Meticulously branding their topnotch brews with simple and sophisticated packaging (I mean, just LOOK at their packaging), Gaslight has become one of the most lauded craft roasters in the Second City and beyond. My brew of choice from the joint is Fazenda Passeio. Making its way from Brazil to the Windy City by way of a partnership with Trabocca Importers, Fazenda encapsulates the essence of its origin country. As wth Deafheaven’s music, each component of Fazenda introduces itself with grace and care. Requiring painstaking harvesting and processing, the attentiveness to the coffee beans make for a clean, premium roast.

The result of a same-day harvest and pulping process (to prevent fermentation) is a pulped natural, or “Brazil natural,” brew. With no trace of trite peanutty notes or a bottom-heavy espresso-like weight, Fazenda is an astounding departure from the profiles typical of Brazilian coffee. This coffee sidesteps typical flavors typically associated with the region by barreling an initially sweet head and then tapering off into a complex acidity and clean finish.

WHITE NOISE (THE MUSIC)

Deafheaven had just passed through their stage of infancy upon the release of post-metal masterpiece Sunbather in 2013. The group dove even deeper into cacophonous black metal conventions but punctuated the doom and gloom with bright, pop-influenced instrumentals. The result of this interplay between hard and soft; desperate and triumphant; and desire and dejection is one of the most beautiful warts-and-all display of musicianship released in recent memory.
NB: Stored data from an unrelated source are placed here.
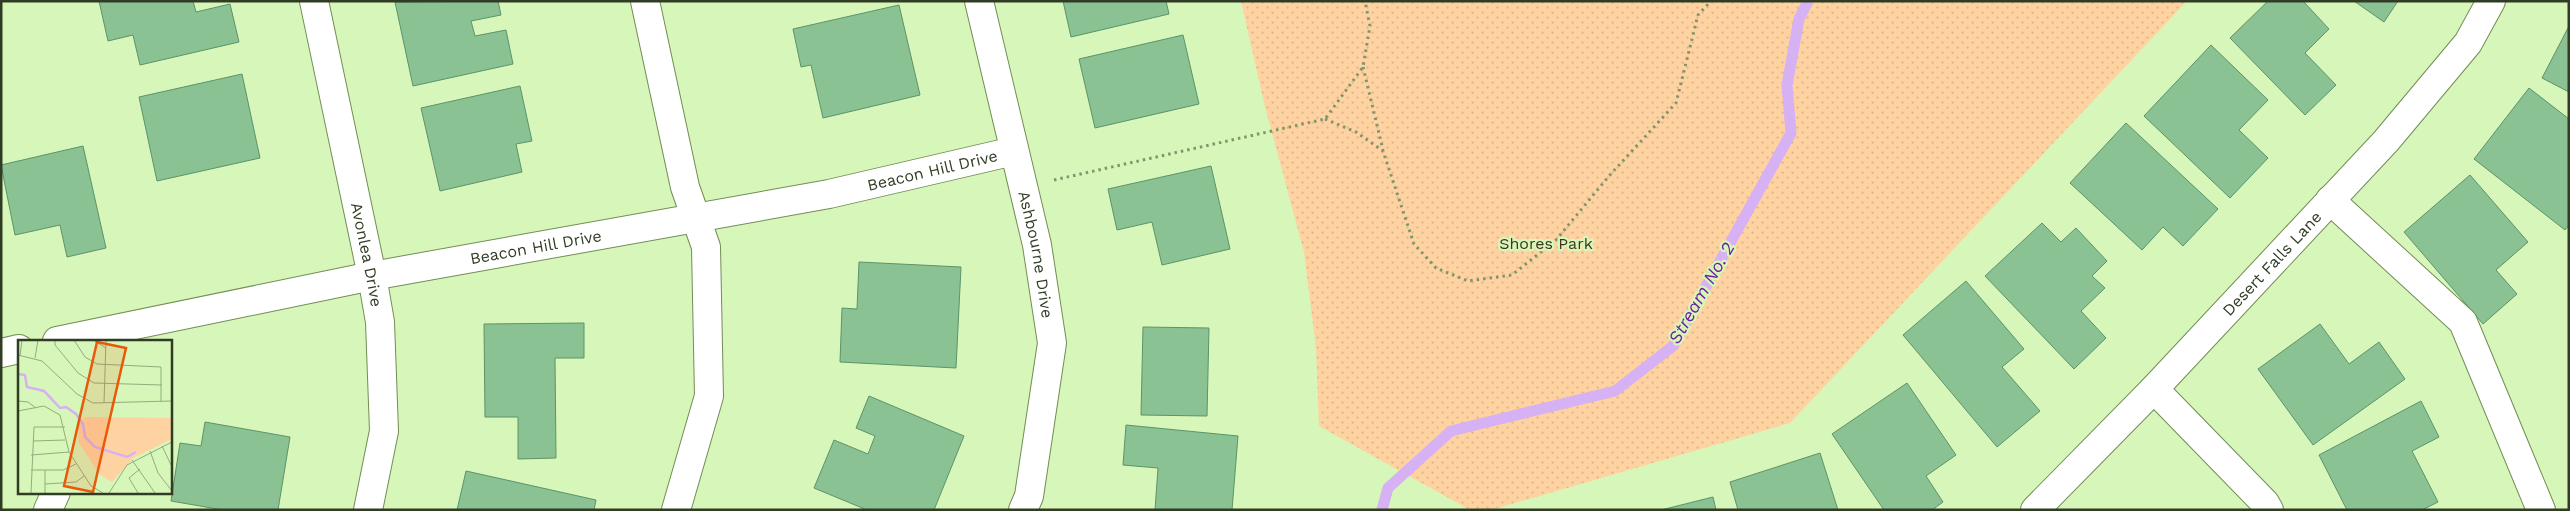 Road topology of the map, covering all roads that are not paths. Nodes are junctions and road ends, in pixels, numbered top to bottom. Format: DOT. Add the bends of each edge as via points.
graph roads {
  1 [pos="314,1"];
  2 [pos="645,1"];
  3 [pos="979,1"];
  4 [pos="2491,1"];
  5 [pos="1014,150"];
  6 [pos="2330,200"];
  7 [pos="696,217"];
  8 [pos="372,276"];
  9 [pos="68,340"];
  10 [pos="18,349"];
  11 [pos="1,353"];
  12 [pos="2154,389"];
  13 [pos="55,494"];
  14 [pos="48,510"];
  15 [pos="368,510"];
  16 [pos="676,510"];
  17 [pos="1023,510"];
  18 [pos="2035,510"];
  19 [pos="2268,510"];
  20 [pos="2541,510"];
  1 -- 8 [label="street, Avonlea Drive"];
  2 -- 7 [label="street" via="686,187"];
  3 -- 5 [label="street, Ashbourne Drive"];
  4 -- 6 [label="street, Desert Falls Lane" via="2468,43 2386,141"];
  5 -- 7 [label="street, Beacon Hill Drive" via="829,194"];
  5 -- 17 [label="street, Ashbourne Drive" via="1036,245 1052,343 1029,496"];
  6 -- 12 [label="street, Desert Falls Lane"];
  6 -- 20 [label="street" via="2463,322"];
  7 -- 8 [label="street, Beacon Hill Drive"];
  7 -- 16 [label="street" via="706,247 709,396"];
  8 -- 9 [label="street, Beacon Hill Drive"];
  8 -- 15 [label="street, Avonlea Drive" via="380,322 384,431"];
  10 -- 11 [label="street"];
  12 -- 18 [label="street, Desert Falls Lane"];
  12 -- 19 [label="street" via="2265,502"];
  13 -- 14 [label="street"];
}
What Deafheaven does so incredibly well is combining the nuances of post-rock instrumental bands like the Six Parts Seven and Explosions in the Sky with the relentless vocal attacks of black metal. George Clarke’s merciless hisses spray across tapestries of murky guitars and battle hymn drums. Songs fracture into genuflections to post-rock and shoegazing bridges without losing the band’s black metal bite.

The most powerful aspect of Deafheaven’s music is the band’s ability to make every single song — and in turn, anything that the listener is doing while listening — mount in triumph without undermining the last. Vocalist George Clarke wails through as if he’s trying to shake the heavens. Each lyric is a grand proclamation left out to bleed before marveled eyes. Every guitar riff is summoned like it just might be the last one heard on earth.

“Irresistible,” clocking in at three minutes of brutally raw instrumentation, is the most authentic display of Deafheaven’s formula at work. The track follows up “Dream House,” an ebb-and-flow rumination of “what could have been” inevitably yielding to “what will be.” “Irresistible” hums and rolls through finger-picking guitar riffs until a fragile piano melody rolls into the mix. It’s the sound of a summer breeze that you never thought you’d live to feel.

The power and the glory of “Irresistible” — and really all of Deafheaven’s work — is its ability to be anything to everyone. Its sparseness presents the listeners with a blank canvas ready to patch any open wounds. Sure, this might be a classic case of projection, but Sunbather is an album that never fails to remind you — the listener, the only one that matters in this moment — that not only you are important, but also the fact that you’re listening to this album is important.

Whatever you do, just make sure it’s just that important to someone. And that someone had better be you.